The Zimbabwe Stock Exchange (ZSE), which operates under SECZ, has Listing Rules which govern how publicly listed companies (issuers) operate.

The ZSE Listing Rules mainly focus on issuer regulation, the listing and trading in securities.

They have been criticised for not having specific provisions that deal with corporate governance in listed companies.

Sports and Recreation Commission (SRC)

In September 2012, the SRC issued the “Zimbabwe Sports and Recreation Commission Corporate Governance Charter” applicable to National Sport Associations it regulates.

The Charter outlines minimum corporate governance structures for National Sport Associations, including the structure and terms of reference for their boards.


The above sector analysis shows that most regulatory bodies in Zimbabwe have put in place decent measures and instruments to promote good corporate governance in organisations or institutions they regulate.

Notwithstanding, mainstream media has been awash with cases of corruption, breach of laws and a plethora of corporate scandals.
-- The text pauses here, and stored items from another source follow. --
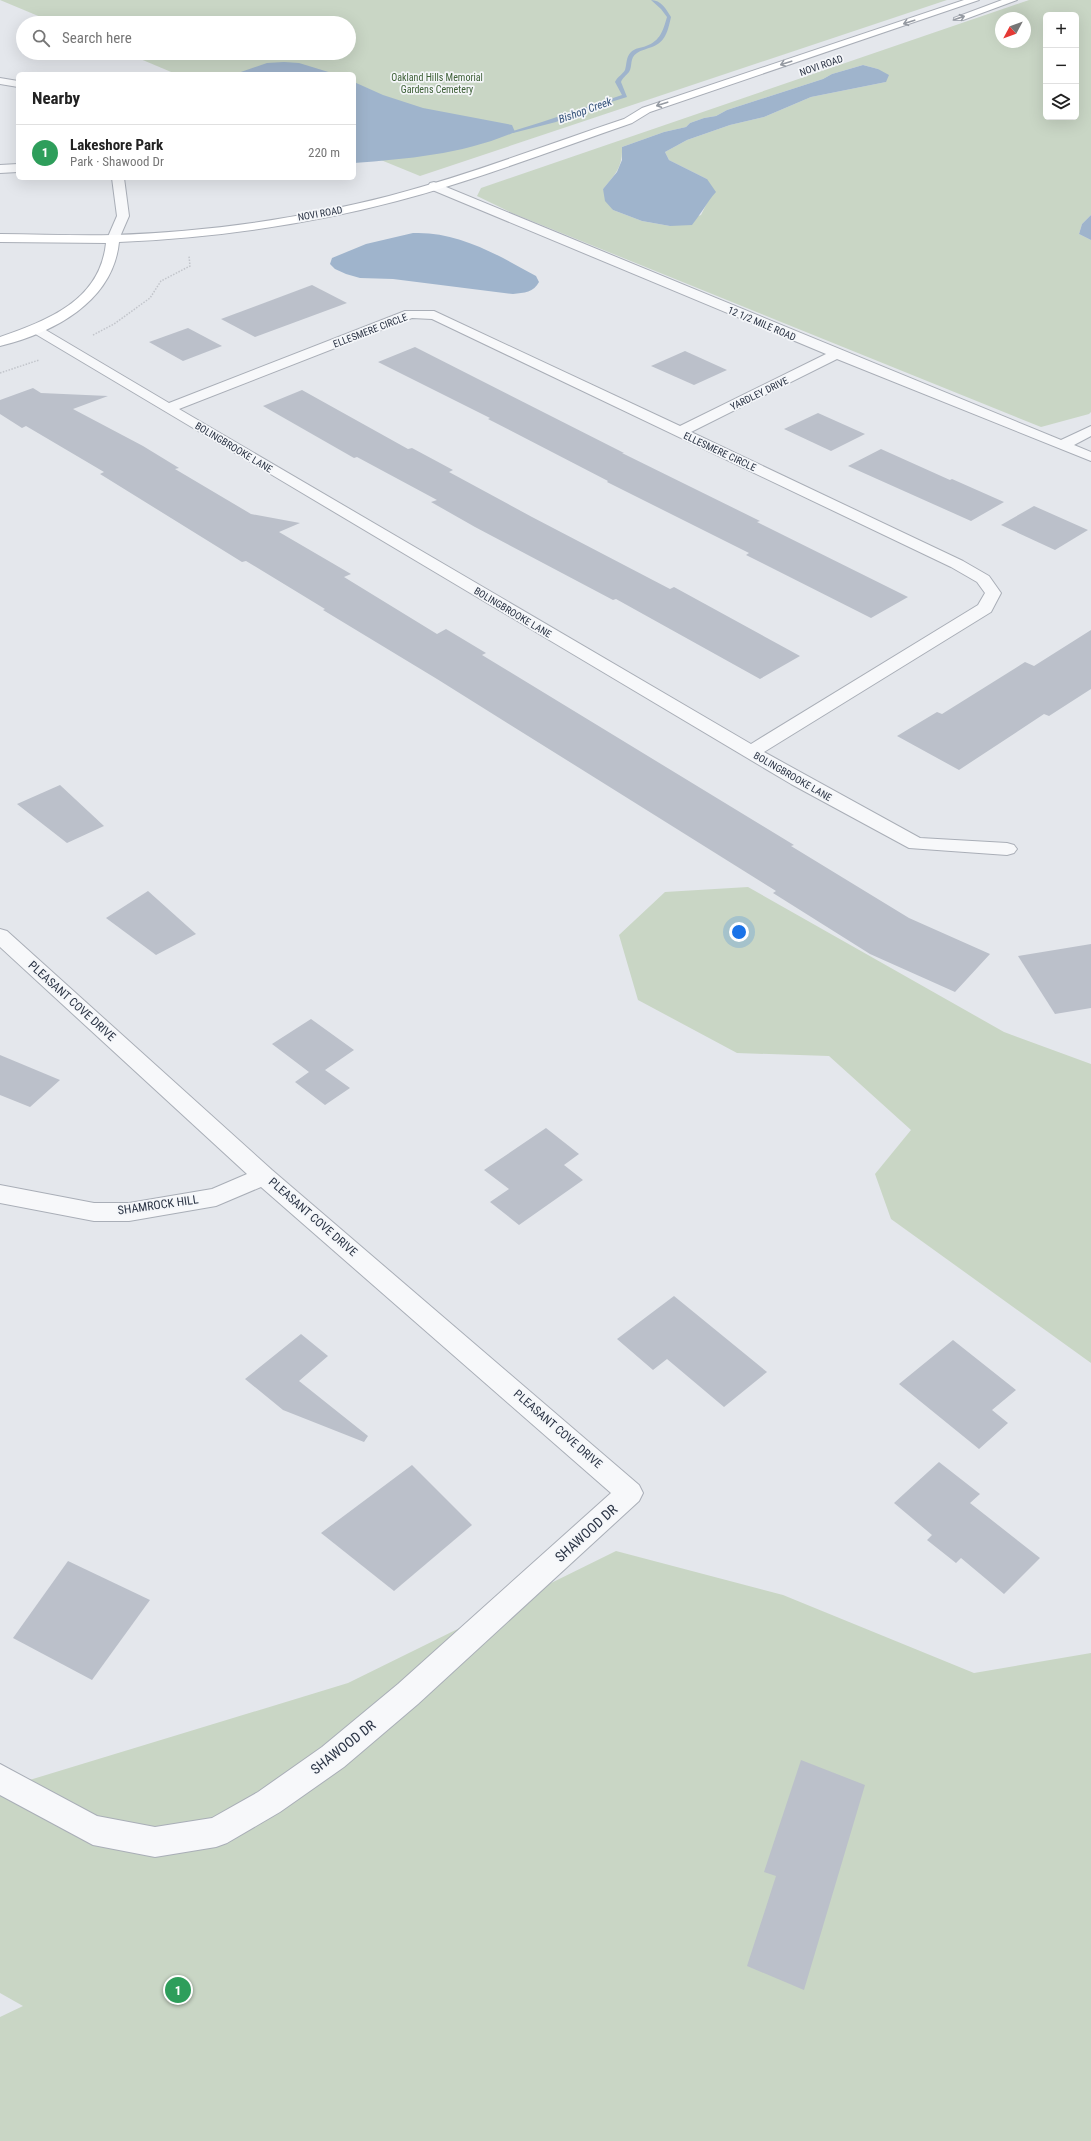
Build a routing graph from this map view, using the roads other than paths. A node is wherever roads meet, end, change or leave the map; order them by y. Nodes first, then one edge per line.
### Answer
1 (974, 0) edge
2 (1012, 0) edge
3 (947, 22) dead end
4 (0, 81) edge
5 (16, 84) edge
6 (660, 118) dead end
7 (628, 121) junction
8 (16, 168) edge
9 (0, 169) edge
10 (118, 180) edge
11 (434, 186) junction
12 (0, 238) edge
13 (113, 239) junction
14 (34, 329) junction
15 (0, 342) edge
16 (837, 354) junction
17 (168, 408) junction
18 (1091, 430) edge
19 (680, 432) junction
20 (1062, 445) junction
21 (1091, 458) edge
22 (751, 752) junction
23 (1007, 849) dead end
24 (0, 936) edge
25 (264, 1176) junction
26 (0, 1194) edge
27 (630, 1493) joint
28 (0, 1779) edge

1 -> 7 main road, NOVI ROAD
3 -> 2 main road
4 - 5 street
6 - 7 main road, NOVI ROAD
7 - 11 main road, NOVI ROAD
8 - 9 street
10 - 13 street
11 - 13 main road, NOVI ROAD
11 - 16 street, 12 1/2 MILE ROAD
12 - 13 main road, NOVI ROAD
13 - 14 main road
14 - 15 main road
14 - 17 street, BOLINGBROOKE LANE
16 - 19 street, YARDLEY DRIVE
16 - 20 street, 12 1/2 MILE ROAD
17 - 19 street, ELLESMERE CIRCLE
17 - 22 street, BOLINGBROOKE LANE
18 - 20 street
19 - 22 street, ELLESMERE CIRCLE
20 - 21 street, 12 1/2 MILE ROAD
22 - 23 street, BOLINGBROOKE LANE
24 - 25 street, PLEASANT COVE DRIVE
25 - 26 street, SHAMROCK HILL
25 - 27 street, PLEASANT COVE DRIVE
27 - 28 street, SHAWOOD DR

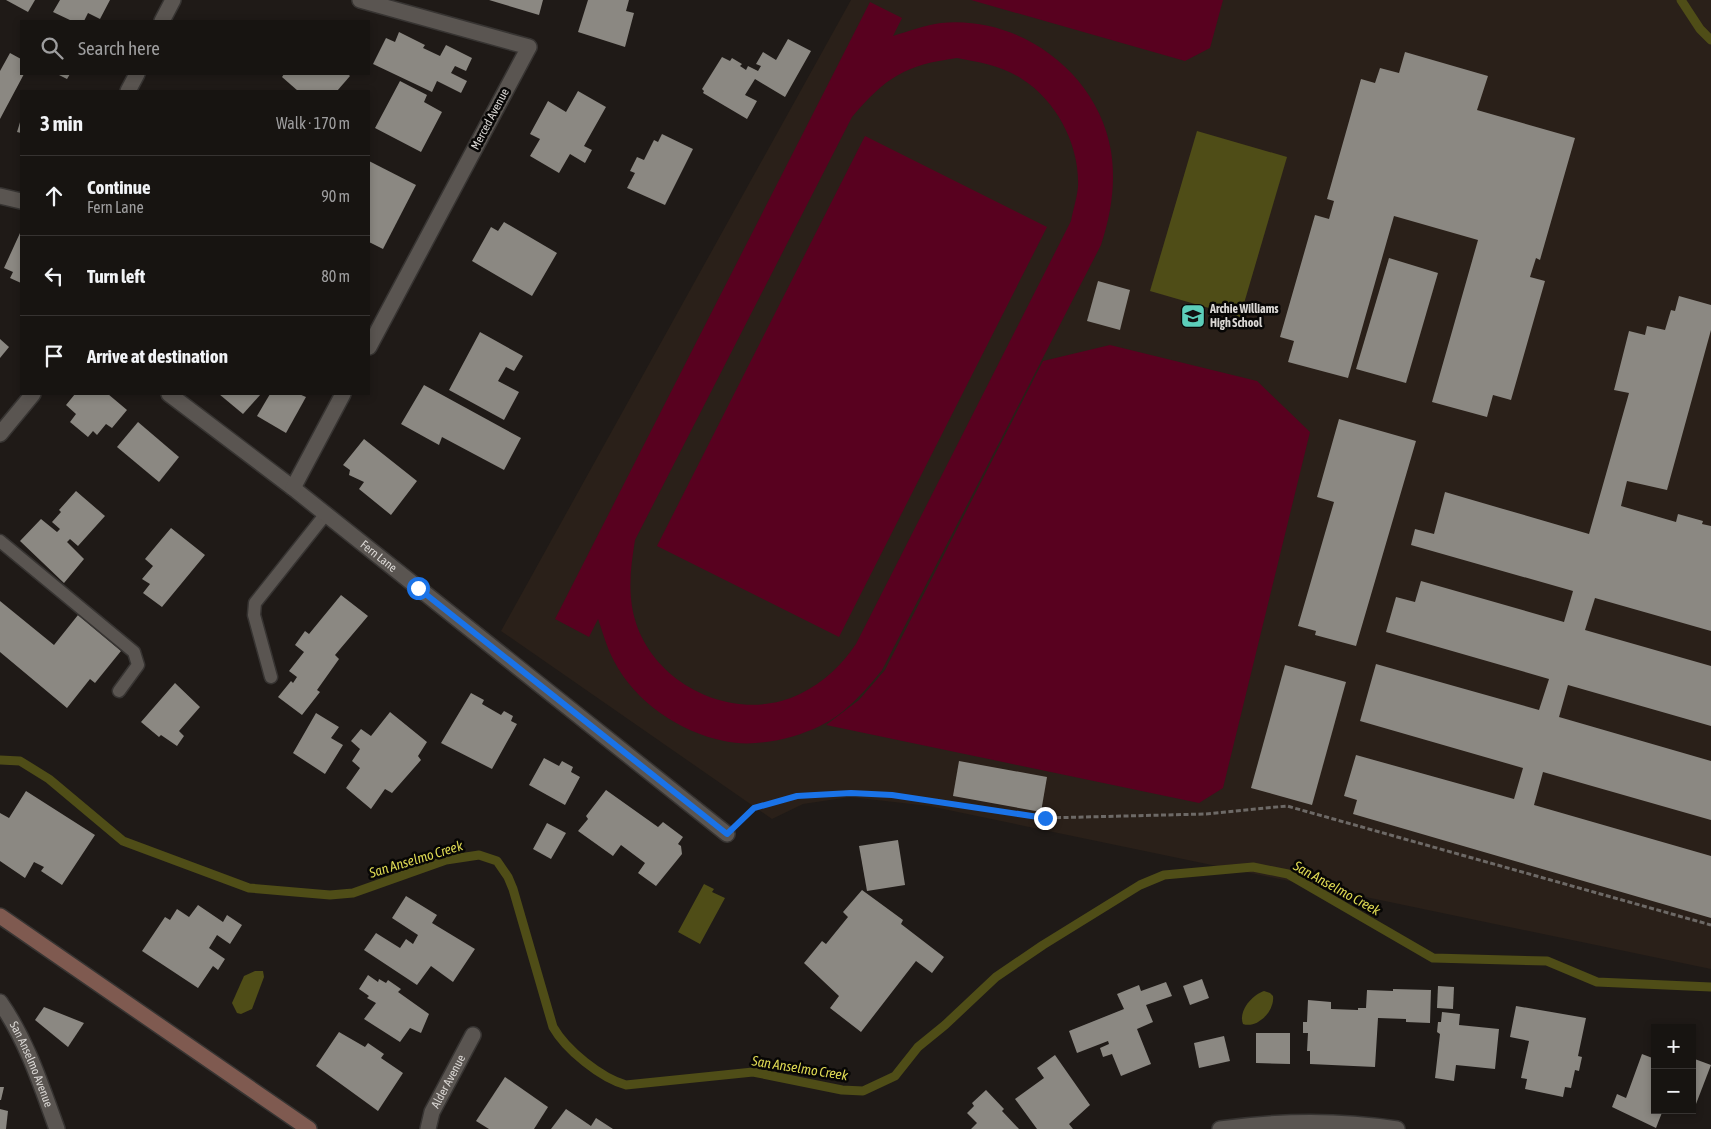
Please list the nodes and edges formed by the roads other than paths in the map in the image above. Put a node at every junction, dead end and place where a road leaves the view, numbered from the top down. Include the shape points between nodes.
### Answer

What is causing this?

What is lacking in Zimbabwe is not laws, codes, guidelines, directives and policies meant to enhance good corporate governance in our institutions, but the will, ability and capability to enforce compliance.

Perhaps what has been lacking is capacity, in terms of skilled human capital
and resources, by regulators to enable them to supervise regulated entities and ensure compliance to corporate governance protocols.

Most organisations, if we adopt a “tick box” corporate governance audit, have all the governance structures in place, that is to say the board and committees, board charters and codes of ethics, risk management and audit guidelines.

Yet, despite the existence of all these corporate governance structures and frameworks, corporate governance standards continue to fall.

The challenge for Zimbabwe’s regulatory bodies is, therefore, to ensure rigorous supervision, compliance and application of appropriate sanctions for breach of law and relevant corporate governance protocols.

Where criminal offences take place, there should be prosecution of offenders and application of sanctions to deter would-be offenders.

Where high profile corruption cases are successfully prosecuted, it gives public and investor confidence that our systems of corporate governance in Zimbabwe are working and aligned to the attainment of Vision 2030.